Thanks very much, Jack and Randy! I’m well aware of Trudgill’s thought-proviking work. Also worth mentioning in this connection are other recent studies that have looked into the nexus among population size, L2 learners, and complexification/simplification. There’s joint work by Gary Lupyan and Rick Dale:

https://www.ncbi.nlm.nih.gov/pubmed/20098492
https://www.cell.com/trends/cognitive-sciences/fulltext/S1364-6613(16)30101-2?_returnURL=https%3A%2F%2Flinkinghub.elsevier.com%2Fretrieve%2Fpii%2FS1364661316301012%3Fshowall%3Dtrue

Then there is this paper by Daniel Nettle:

https://www.ncbi.nlm.nih.gov/pmc/articles/PMC3367698/

And finally, joint work by Martin Atkins, Simon Kirby, and Kenny Smith at the Edinburgh Centre for Language Evolution:

https://www.ncbi.nlm.nih.gov/pubmed/26057624
https://www.ncbi.nlm.nih.gov/pubmed/30320460

However, this is actually not quite the direction I had my query intended to take. What I was wondering about was instead the following:

Since the days of Joseph Greenberg, typological studies have steadily grown in sample size (though that’s primarily true of secondary-data-based studies; primary-data-based studies (which is where my own work is at home) such as Dahl 1985 and Kay et al. 2009 are still severely limited in scope by the daunting logistics of expert data collection from speakers of large and diverse samples of languages).

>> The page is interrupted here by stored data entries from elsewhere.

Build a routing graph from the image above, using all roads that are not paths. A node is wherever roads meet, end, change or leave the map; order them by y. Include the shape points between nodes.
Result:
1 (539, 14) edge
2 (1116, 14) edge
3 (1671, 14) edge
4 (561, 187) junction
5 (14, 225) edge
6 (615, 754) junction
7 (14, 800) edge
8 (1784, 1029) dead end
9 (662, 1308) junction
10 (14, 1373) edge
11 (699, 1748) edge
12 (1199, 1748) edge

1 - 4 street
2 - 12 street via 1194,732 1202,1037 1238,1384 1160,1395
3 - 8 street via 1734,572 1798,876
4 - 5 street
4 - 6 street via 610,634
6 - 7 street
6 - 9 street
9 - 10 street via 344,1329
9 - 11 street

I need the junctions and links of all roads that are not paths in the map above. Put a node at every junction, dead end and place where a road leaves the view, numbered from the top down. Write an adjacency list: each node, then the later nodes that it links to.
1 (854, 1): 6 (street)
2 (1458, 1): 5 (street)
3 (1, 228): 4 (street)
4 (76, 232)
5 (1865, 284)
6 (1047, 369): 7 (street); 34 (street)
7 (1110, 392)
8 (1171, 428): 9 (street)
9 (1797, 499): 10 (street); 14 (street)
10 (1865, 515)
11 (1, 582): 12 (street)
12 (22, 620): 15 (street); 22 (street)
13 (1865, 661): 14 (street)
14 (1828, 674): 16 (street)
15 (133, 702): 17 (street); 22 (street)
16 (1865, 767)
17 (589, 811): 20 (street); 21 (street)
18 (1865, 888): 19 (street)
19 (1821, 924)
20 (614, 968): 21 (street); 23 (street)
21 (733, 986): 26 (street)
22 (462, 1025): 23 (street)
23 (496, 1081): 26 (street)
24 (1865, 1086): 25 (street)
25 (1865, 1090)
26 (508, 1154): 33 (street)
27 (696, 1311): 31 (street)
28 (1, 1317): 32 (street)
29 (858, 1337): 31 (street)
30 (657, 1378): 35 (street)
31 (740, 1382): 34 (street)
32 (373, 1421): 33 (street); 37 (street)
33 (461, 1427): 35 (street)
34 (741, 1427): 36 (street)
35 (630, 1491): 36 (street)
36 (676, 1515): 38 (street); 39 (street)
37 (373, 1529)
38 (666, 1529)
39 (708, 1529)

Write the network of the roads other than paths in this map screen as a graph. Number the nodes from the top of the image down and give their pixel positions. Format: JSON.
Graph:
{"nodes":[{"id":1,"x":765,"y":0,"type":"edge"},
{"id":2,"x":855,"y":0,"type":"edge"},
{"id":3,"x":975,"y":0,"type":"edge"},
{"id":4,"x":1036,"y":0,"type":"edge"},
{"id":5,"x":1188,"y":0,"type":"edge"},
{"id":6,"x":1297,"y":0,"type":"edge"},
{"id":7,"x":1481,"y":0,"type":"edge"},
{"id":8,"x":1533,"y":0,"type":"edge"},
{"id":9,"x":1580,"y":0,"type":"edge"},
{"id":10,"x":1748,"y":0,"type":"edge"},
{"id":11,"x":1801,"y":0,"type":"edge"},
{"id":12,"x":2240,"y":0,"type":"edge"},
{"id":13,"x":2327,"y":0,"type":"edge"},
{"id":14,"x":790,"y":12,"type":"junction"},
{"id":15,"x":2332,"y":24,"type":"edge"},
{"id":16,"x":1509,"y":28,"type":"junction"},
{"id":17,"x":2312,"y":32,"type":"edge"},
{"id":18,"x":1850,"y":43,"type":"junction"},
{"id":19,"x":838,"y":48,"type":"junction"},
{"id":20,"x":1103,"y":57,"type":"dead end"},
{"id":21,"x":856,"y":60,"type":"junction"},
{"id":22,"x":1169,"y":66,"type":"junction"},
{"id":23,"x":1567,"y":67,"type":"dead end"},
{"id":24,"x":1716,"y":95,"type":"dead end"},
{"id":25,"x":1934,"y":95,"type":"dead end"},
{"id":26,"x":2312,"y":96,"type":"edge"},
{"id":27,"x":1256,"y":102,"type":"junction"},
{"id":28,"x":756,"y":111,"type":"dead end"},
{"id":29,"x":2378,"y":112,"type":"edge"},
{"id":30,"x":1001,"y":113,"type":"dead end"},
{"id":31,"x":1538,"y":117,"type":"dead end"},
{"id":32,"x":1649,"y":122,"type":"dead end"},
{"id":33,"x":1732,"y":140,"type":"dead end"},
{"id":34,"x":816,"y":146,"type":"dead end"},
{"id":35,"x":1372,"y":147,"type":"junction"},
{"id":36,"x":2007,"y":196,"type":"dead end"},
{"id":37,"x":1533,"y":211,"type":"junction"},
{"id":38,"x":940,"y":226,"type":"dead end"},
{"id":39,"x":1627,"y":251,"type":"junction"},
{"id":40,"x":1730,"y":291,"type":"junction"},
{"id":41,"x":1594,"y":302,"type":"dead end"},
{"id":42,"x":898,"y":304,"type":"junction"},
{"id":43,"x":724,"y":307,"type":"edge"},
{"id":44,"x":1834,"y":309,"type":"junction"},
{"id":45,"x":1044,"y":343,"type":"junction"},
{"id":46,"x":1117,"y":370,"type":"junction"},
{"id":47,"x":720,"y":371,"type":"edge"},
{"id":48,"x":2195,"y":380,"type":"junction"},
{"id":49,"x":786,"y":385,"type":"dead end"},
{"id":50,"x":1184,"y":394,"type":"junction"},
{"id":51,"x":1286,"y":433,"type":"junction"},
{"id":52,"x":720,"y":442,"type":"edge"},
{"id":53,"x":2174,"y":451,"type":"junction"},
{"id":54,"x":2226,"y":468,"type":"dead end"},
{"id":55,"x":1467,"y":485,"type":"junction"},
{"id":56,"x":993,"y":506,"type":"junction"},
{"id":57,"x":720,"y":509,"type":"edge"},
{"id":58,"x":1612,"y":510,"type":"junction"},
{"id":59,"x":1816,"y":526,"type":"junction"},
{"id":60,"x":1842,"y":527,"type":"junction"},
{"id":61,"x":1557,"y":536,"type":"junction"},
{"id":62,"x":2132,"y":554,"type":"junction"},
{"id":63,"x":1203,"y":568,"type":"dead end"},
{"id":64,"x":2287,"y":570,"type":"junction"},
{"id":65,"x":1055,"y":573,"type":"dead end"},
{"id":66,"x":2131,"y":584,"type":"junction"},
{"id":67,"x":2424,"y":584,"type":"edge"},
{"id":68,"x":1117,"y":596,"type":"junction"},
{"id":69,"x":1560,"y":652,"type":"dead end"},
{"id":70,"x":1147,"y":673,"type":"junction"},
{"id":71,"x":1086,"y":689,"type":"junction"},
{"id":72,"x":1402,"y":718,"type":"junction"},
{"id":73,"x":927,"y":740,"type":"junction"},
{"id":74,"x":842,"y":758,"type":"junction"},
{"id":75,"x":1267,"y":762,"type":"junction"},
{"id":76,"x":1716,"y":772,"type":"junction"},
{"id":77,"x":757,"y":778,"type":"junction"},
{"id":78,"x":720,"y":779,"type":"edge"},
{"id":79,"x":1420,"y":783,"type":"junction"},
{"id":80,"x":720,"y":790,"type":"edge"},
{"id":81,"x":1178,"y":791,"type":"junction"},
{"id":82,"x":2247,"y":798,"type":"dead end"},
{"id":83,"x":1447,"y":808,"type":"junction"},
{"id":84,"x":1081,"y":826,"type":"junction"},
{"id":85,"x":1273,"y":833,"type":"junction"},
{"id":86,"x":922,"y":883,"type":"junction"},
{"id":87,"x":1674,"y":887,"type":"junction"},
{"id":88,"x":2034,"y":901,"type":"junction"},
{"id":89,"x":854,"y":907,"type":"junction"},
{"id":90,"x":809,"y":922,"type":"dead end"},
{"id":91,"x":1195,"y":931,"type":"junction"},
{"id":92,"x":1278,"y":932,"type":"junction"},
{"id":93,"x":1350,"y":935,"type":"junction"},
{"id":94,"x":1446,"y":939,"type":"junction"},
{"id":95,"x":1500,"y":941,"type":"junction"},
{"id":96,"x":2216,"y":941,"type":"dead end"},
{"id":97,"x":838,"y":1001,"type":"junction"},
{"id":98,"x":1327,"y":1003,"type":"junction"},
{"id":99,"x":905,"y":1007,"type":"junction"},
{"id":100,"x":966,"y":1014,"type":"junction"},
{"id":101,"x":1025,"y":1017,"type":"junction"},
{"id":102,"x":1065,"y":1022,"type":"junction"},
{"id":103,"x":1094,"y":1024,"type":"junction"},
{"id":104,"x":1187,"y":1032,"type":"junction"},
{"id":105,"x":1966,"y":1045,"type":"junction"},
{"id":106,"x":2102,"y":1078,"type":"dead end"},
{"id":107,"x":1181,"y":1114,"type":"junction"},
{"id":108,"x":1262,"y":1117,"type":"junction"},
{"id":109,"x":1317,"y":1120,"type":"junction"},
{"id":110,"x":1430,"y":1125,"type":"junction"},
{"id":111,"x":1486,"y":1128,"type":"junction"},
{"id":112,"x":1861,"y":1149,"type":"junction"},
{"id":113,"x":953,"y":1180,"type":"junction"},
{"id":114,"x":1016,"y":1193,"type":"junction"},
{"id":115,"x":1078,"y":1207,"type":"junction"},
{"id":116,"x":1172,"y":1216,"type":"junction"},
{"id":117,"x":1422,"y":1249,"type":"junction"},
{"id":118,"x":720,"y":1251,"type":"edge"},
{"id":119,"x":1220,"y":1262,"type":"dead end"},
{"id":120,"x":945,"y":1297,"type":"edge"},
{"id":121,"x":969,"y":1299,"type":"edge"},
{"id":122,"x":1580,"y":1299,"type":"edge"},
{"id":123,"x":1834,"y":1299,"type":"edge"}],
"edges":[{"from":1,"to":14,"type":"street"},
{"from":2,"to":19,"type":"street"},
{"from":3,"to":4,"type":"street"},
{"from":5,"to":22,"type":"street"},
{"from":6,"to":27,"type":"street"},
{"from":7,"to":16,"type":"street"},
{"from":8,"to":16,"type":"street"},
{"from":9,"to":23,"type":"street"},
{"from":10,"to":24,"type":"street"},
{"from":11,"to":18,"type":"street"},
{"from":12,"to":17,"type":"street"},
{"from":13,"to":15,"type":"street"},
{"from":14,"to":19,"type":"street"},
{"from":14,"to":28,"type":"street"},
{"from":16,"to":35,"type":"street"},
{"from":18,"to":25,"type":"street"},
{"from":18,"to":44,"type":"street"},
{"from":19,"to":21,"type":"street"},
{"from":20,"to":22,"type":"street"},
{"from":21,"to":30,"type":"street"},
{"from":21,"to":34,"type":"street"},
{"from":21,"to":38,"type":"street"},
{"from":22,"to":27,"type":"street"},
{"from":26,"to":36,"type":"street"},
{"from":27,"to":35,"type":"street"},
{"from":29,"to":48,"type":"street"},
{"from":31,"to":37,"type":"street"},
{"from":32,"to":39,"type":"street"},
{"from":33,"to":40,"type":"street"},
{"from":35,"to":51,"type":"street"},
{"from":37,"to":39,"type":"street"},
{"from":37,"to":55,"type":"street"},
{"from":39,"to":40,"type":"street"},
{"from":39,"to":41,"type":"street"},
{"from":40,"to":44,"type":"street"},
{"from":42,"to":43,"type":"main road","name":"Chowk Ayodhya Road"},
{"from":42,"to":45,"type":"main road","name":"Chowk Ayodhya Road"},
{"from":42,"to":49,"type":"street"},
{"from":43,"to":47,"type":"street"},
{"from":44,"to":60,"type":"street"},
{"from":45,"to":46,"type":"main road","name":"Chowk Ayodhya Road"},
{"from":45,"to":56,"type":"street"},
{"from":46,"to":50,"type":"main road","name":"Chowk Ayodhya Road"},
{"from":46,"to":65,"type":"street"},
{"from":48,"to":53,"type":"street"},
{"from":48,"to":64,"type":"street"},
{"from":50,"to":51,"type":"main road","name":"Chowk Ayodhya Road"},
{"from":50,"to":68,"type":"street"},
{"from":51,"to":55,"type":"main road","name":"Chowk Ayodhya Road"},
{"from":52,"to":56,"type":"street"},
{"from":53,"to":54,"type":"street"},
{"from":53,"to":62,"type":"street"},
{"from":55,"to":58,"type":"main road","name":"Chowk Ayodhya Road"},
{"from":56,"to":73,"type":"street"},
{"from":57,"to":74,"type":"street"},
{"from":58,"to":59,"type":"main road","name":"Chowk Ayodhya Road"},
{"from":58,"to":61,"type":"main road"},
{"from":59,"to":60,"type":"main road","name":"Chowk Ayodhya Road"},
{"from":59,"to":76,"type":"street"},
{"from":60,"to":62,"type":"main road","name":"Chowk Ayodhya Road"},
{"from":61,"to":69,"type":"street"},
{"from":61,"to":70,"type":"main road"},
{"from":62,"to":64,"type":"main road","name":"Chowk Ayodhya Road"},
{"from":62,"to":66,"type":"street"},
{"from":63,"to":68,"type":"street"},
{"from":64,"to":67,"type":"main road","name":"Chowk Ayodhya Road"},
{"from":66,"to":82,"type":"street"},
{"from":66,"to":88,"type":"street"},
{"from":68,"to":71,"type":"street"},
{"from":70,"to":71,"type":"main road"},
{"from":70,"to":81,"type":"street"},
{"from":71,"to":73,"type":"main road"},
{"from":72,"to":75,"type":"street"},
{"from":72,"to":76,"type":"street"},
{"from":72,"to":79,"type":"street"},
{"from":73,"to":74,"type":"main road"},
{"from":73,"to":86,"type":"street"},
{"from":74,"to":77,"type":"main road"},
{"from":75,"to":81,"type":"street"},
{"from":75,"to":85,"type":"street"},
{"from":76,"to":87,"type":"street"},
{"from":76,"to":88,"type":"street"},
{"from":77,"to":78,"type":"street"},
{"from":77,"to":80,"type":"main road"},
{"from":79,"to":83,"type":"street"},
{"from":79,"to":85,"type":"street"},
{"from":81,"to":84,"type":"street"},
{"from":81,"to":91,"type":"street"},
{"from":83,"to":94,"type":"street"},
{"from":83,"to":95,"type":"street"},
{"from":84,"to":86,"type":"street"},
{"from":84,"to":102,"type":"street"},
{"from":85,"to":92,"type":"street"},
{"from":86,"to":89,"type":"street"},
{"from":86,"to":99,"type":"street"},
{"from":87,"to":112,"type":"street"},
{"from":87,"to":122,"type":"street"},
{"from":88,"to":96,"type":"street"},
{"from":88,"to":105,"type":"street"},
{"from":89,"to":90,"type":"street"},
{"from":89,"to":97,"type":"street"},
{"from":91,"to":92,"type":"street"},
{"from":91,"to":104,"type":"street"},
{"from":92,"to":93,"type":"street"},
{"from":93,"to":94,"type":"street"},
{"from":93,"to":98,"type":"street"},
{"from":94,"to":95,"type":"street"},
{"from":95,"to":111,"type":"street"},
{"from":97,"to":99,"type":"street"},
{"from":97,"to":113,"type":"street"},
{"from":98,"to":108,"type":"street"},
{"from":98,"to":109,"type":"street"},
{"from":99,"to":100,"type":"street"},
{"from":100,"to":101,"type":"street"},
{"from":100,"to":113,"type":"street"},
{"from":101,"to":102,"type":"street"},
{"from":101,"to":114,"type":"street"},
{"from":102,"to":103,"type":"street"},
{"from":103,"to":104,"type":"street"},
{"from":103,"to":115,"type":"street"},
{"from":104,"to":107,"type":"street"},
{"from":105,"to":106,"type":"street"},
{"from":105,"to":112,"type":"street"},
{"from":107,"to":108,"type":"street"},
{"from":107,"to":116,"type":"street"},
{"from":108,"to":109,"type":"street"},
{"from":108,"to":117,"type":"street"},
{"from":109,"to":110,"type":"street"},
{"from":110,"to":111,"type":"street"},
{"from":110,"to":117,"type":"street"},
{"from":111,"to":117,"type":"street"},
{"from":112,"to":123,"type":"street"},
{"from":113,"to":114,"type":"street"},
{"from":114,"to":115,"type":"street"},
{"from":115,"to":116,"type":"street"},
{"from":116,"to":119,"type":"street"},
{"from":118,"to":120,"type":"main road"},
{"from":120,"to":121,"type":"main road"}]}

However, if one were to perform a meta-study across a large sample of typological research, one would as a matter of course find that some languages are represented more frequently in typological research than others.

What I was looking for was a way of quantifying this differential.

Now, this frequency distribution is not of any direct concern for matters of quantitative analysis. Typologists have grappled intensely with the problem of genealogical and areal bias and have come up with a host of sampling techniques and methods tapping lineage-specific transition probabilities. That’s a problem that hasn’t been solved, and may not be entirely solvable - but at least it’s being addressed. And I’m confident that the tools that are being used minimize the risk of quantitative generalizations being invalidated by the existence of typological “dark matter”, in the form of sparsely documented and rarely sampled genera with properties that are highly divergent from those of better studied genera.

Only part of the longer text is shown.